■ **EXERCISE REQUIREMENTS**:
Gather every line below where "República" appears.

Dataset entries
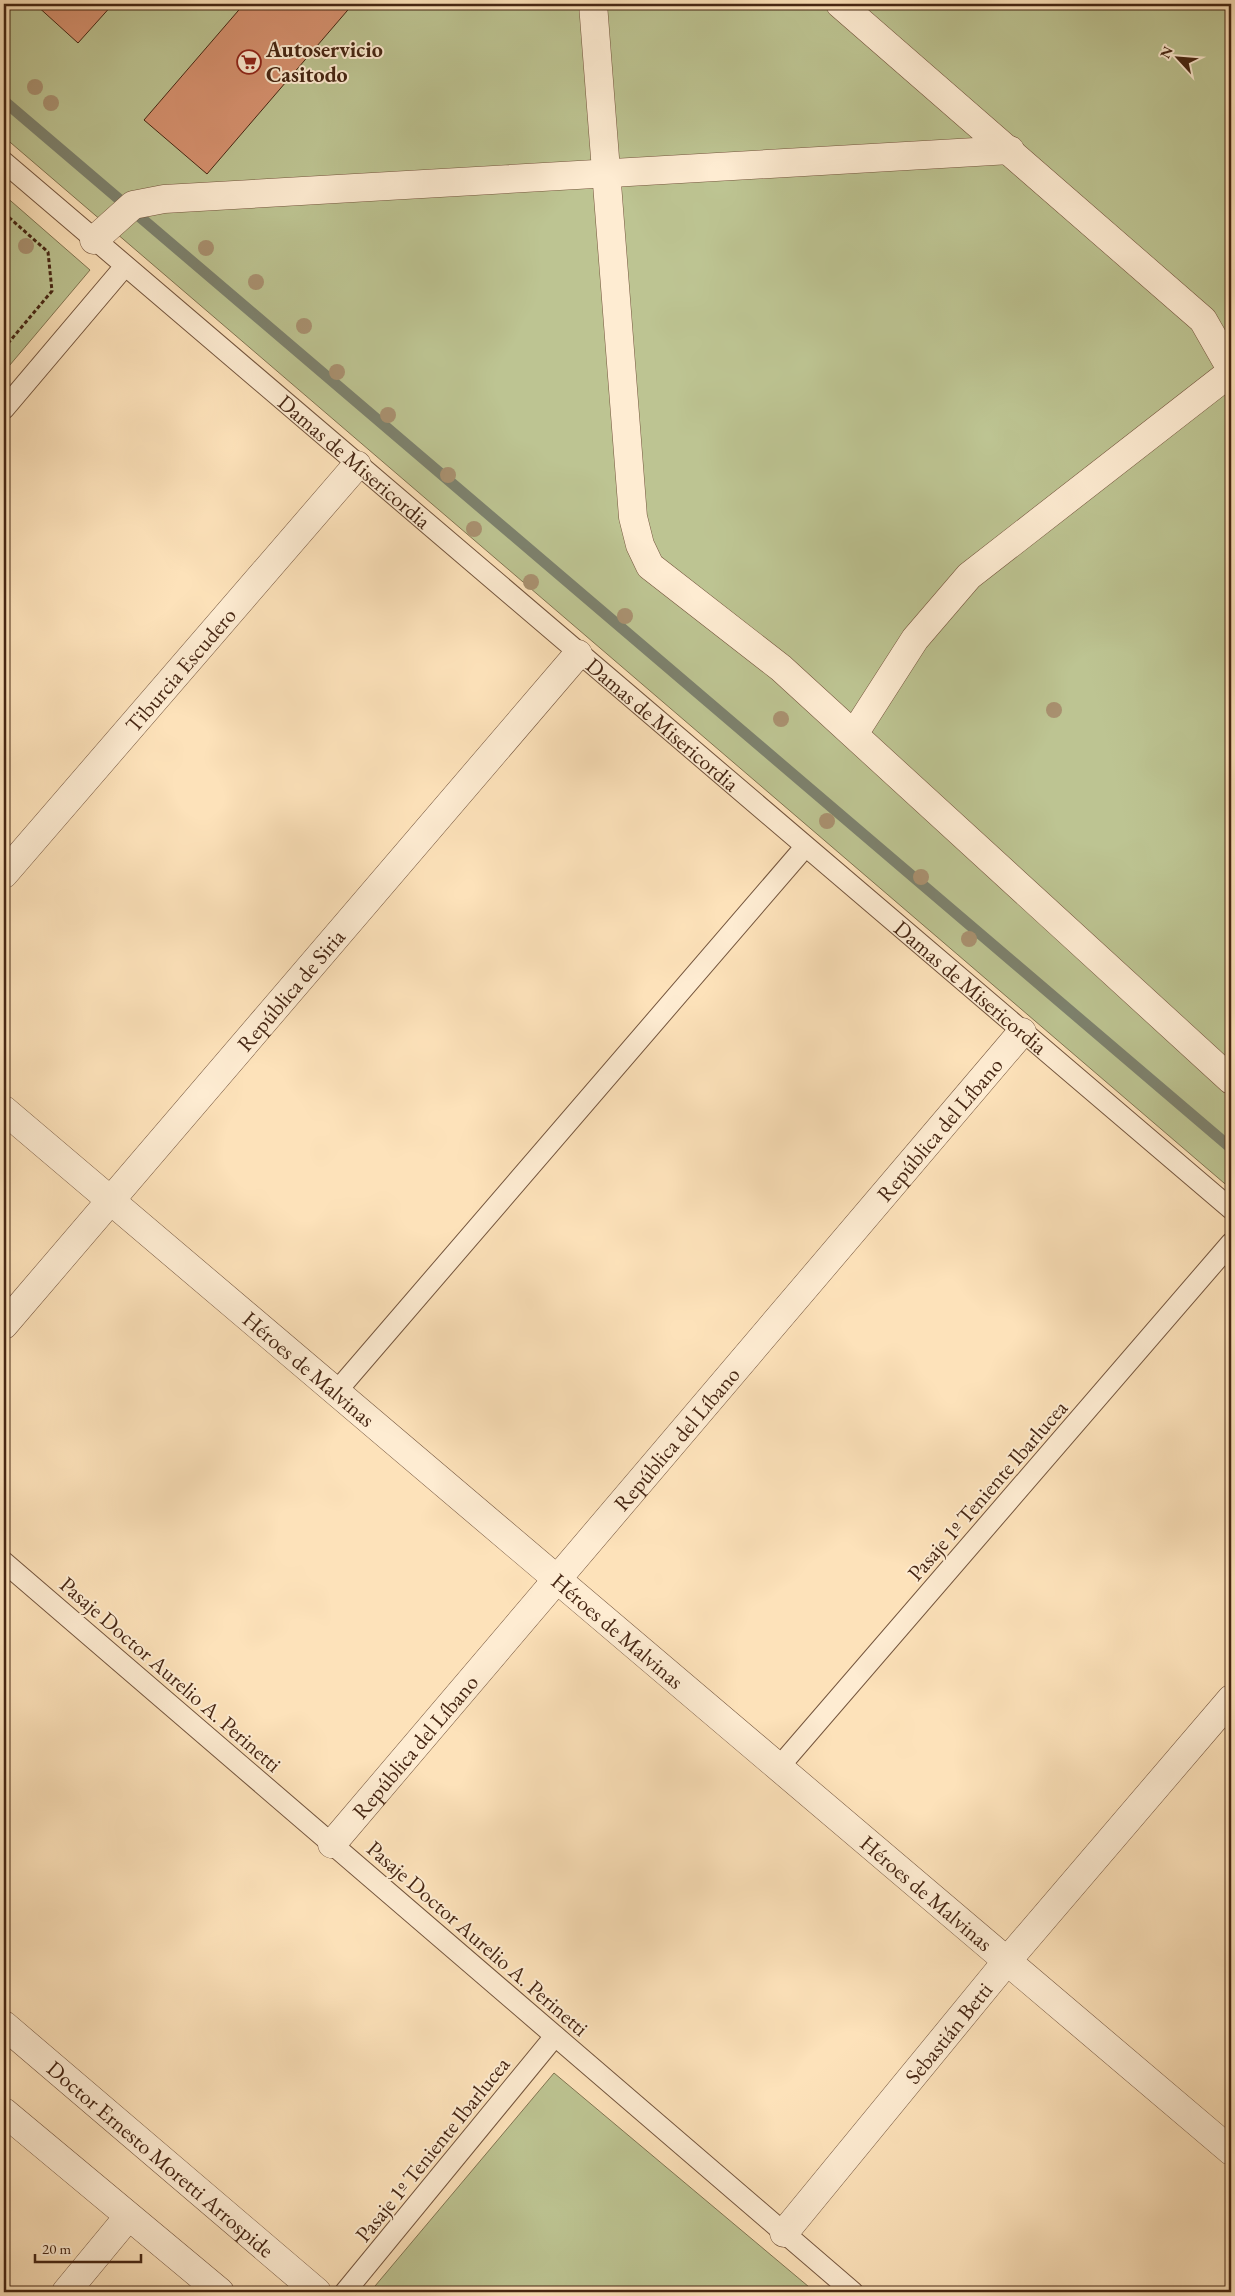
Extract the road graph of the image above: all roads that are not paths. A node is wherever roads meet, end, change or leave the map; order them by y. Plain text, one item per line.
1 (593, 4) edge
2 (840, 4) edge
3 (1010, 150) junction
4 (4, 162) edge
5 (606, 174) junction
6 (94, 240) junction
7 (125, 266) junction
8 (1231, 371) edge
9 (4, 409) edge
10 (358, 465) junction
11 (578, 654) junction
12 (854, 734) junction
13 (805, 847) junction
14 (4, 874) edge
15 (1022, 1032) junction
16 (1231, 1080) edge
17 (4, 1110) edge
18 (110, 1200) junction
19 (1231, 1209) edge
20 (1231, 1243) edge
21 (4, 1325) edge
22 (336, 1392) junction
23 (4, 1562) edge
24 (556, 1579) junction
25 (1231, 1699) edge
26 (779, 1767) junction
27 (332, 1844) junction
28 (1008, 1961) junction
29 (4, 2025) edge
30 (555, 2036) junction
31 (4, 2112) edge
32 (1230, 2148) edge
33 (128, 2217) junction
34 (784, 2233) junction
35 (66, 2292) edge
36 (220, 2292) edge
37 (317, 2292) edge
38 (345, 2292) edge
39 (853, 2292) edge

1 - 5 street
2 - 3 street
3 - 5 street
3 - 8 street
4 - 6 lane, Damas de Misericordia
5 - 6 street
5 - 12 street
6 - 7 lane, Damas de Misericordia
7 - 9 lane
7 - 10 lane, Damas de Misericordia
8 - 12 street
10 - 11 lane, Damas de Misericordia
10 - 14 street, Tiburcia Escudero
11 - 13 lane, Damas de Misericordia
11 - 18 street, República de Siria
12 - 16 street
13 - 15 lane, Damas de Misericordia
13 - 22 lane
15 - 19 lane, Damas de Misericordia
15 - 24 street, República del Líbano
17 - 18 street, Héroes de Malvinas
18 - 21 street, República de Siria
18 - 22 street, Héroes de Malvinas
20 - 26 lane, Pasaje 1º Teniente Ibarlucea
22 - 24 street, Héroes de Malvinas
23 - 27 lane, Pasaje Doctor Aurelio A. Perinetti
24 - 26 street, Héroes de Malvinas
24 - 27 street, República del Líbano
25 - 28 street, Sebastián Betti
26 - 28 street, Héroes de Malvinas
27 - 30 lane, Pasaje Doctor Aurelio A. Perinetti
28 - 32 street, Héroes de Malvinas
28 - 34 street, Sebastián Betti
29 - 37 street, Doctor Ernesto Moretti Arrospide
30 - 34 lane, Pasaje Doctor Aurelio A. Perinetti
30 - 38 lane, Pasaje 1º Teniente Ibarlucea
31 - 33 street
33 - 35 street
33 - 36 street
34 - 39 lane, Pasaje Doctor Aurelio A. Perinetti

■ **YOUR RESPONSE**:
11 - 18 street, República de Siria
15 - 24 street, República del Líbano
18 - 21 street, República de Siria
24 - 27 street, República del Líbano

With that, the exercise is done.